◆ **What you should do**: "MOUNTAIN" is the word to look for; copy each line of the listing where it occurs.

◆ **Task input**:

···

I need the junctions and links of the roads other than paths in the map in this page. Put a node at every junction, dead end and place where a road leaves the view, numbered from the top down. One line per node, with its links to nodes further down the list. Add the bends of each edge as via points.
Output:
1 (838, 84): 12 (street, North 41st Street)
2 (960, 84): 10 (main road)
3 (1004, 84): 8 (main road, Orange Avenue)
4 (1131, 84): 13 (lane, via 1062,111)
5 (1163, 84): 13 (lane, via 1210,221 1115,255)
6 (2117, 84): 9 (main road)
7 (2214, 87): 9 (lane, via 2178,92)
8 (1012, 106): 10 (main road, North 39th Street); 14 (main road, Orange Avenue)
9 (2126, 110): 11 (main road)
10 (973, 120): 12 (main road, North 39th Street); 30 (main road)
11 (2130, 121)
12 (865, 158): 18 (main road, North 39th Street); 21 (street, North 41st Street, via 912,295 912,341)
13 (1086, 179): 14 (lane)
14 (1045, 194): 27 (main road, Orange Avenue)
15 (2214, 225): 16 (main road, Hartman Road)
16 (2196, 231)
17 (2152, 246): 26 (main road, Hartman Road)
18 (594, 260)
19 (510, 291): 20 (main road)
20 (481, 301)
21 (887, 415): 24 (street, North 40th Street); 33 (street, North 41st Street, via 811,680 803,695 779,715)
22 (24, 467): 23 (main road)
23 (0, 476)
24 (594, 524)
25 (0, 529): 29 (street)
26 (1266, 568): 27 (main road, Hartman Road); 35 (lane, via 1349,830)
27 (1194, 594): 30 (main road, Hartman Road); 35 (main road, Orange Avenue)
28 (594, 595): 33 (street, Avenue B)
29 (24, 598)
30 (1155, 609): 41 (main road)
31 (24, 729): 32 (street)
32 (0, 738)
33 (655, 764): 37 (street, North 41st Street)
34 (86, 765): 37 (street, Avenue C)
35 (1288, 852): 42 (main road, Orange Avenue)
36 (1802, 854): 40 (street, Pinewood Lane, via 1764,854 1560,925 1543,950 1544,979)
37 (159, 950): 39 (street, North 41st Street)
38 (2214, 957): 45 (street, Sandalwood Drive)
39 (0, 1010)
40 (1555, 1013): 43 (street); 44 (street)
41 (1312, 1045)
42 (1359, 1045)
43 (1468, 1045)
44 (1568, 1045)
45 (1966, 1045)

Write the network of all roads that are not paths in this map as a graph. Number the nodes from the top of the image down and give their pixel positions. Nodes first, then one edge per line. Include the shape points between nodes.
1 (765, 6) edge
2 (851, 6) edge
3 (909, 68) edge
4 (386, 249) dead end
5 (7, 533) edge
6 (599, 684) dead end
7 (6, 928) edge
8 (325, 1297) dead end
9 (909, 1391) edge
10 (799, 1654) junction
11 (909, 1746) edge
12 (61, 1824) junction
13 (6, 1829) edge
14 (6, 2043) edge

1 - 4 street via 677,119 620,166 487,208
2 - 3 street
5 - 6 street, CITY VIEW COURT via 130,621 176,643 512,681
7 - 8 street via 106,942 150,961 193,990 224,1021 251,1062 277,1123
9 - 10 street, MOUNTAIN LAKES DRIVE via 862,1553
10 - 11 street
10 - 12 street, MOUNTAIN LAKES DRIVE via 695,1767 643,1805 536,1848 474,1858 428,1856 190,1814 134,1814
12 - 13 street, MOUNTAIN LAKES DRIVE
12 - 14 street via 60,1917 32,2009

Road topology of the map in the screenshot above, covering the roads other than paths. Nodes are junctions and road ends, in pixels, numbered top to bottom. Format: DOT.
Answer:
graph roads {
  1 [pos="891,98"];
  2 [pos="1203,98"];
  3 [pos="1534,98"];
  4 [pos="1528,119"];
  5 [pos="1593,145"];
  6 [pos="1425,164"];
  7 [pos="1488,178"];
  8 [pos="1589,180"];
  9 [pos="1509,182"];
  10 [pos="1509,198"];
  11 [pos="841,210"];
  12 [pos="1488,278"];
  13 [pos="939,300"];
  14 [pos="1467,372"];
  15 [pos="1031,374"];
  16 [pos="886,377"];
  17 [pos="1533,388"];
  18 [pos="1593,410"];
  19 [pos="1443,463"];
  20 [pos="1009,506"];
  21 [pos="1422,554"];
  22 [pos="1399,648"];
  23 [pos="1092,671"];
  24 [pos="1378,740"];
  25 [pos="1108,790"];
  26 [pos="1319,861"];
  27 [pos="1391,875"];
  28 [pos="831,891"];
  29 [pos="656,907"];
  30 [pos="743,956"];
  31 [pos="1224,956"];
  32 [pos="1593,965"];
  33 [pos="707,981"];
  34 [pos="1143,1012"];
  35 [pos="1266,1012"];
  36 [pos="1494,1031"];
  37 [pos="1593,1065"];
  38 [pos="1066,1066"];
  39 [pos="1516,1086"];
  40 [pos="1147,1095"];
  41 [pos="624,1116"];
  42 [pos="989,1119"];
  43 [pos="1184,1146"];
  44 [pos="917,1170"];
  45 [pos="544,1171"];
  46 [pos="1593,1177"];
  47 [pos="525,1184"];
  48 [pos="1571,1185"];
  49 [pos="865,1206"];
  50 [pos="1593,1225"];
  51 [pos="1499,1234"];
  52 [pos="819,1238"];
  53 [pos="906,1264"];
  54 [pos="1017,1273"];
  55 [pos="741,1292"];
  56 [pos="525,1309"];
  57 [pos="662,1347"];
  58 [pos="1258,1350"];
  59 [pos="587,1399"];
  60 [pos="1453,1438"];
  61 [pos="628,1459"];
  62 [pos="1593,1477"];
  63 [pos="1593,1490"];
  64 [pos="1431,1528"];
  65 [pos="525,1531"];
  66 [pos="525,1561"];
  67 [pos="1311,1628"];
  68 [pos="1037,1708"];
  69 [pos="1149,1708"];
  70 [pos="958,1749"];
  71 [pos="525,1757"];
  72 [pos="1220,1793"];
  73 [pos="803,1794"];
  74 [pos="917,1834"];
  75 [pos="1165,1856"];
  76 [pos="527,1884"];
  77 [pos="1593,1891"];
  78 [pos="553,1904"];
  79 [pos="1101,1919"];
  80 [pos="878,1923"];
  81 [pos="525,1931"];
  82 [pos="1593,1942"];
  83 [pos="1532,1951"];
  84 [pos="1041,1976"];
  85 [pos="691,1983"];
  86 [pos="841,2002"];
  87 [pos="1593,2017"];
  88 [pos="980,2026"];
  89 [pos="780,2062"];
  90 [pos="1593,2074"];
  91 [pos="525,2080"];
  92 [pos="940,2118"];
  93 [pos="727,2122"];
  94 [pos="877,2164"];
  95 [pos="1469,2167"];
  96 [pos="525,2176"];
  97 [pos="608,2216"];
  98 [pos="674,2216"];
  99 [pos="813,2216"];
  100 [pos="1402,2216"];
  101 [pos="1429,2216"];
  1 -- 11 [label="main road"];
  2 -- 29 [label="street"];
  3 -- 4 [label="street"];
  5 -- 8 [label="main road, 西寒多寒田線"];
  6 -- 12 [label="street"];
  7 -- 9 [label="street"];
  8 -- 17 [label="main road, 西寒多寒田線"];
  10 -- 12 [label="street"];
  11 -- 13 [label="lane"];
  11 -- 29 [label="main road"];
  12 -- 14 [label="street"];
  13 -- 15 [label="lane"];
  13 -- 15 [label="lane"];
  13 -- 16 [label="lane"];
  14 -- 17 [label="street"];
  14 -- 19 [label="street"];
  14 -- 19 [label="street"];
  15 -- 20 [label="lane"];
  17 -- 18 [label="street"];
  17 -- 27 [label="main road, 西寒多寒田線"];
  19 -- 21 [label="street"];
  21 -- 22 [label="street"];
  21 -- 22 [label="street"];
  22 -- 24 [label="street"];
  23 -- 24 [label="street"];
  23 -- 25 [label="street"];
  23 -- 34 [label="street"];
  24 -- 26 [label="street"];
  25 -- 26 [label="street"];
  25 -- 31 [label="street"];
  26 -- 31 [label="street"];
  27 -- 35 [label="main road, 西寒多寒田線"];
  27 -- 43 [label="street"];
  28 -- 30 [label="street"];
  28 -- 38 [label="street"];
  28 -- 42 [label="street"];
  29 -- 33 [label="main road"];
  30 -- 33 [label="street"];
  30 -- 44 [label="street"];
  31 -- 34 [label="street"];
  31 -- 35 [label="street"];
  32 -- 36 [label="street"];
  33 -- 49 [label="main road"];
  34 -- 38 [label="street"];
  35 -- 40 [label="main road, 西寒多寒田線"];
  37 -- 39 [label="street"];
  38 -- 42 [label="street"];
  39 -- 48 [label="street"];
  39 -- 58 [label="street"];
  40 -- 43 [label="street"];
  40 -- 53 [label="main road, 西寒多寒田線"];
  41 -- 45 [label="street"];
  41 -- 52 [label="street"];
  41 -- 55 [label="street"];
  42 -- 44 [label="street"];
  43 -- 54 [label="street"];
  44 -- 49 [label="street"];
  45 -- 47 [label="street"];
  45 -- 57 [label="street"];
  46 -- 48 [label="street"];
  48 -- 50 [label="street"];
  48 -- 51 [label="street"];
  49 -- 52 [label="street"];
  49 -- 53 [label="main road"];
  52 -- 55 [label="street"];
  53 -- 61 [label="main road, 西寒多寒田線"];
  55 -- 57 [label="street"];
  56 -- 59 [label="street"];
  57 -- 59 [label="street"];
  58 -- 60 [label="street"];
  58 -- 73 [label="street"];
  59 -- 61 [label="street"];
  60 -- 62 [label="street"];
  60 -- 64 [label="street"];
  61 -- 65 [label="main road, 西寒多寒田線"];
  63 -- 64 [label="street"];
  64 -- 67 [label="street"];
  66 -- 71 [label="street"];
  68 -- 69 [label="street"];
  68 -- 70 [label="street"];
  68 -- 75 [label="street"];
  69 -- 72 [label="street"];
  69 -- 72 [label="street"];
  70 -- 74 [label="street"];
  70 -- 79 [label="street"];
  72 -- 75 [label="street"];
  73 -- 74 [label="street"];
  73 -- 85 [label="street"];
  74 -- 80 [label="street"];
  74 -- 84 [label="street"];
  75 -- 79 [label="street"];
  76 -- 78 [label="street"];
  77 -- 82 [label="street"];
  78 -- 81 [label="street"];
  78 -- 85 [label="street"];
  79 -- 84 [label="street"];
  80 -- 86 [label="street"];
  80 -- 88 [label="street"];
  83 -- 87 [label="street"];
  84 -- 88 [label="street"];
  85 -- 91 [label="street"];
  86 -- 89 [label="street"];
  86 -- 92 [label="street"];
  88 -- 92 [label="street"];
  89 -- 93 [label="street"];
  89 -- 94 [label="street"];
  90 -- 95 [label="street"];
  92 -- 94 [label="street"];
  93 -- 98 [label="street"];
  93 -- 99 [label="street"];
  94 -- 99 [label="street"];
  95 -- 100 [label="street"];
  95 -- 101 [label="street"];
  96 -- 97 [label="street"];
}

···

◆ **Answer to this problem**:
9 - 10 street, MOUNTAIN LAKES DRIVE via 862,1553
10 - 12 street, MOUNTAIN LAKES DRIVE via 695,1767 643,1805 536,1848 474,1858 428,1856 190,1814 134,1814
12 - 13 street, MOUNTAIN LAKES DRIVE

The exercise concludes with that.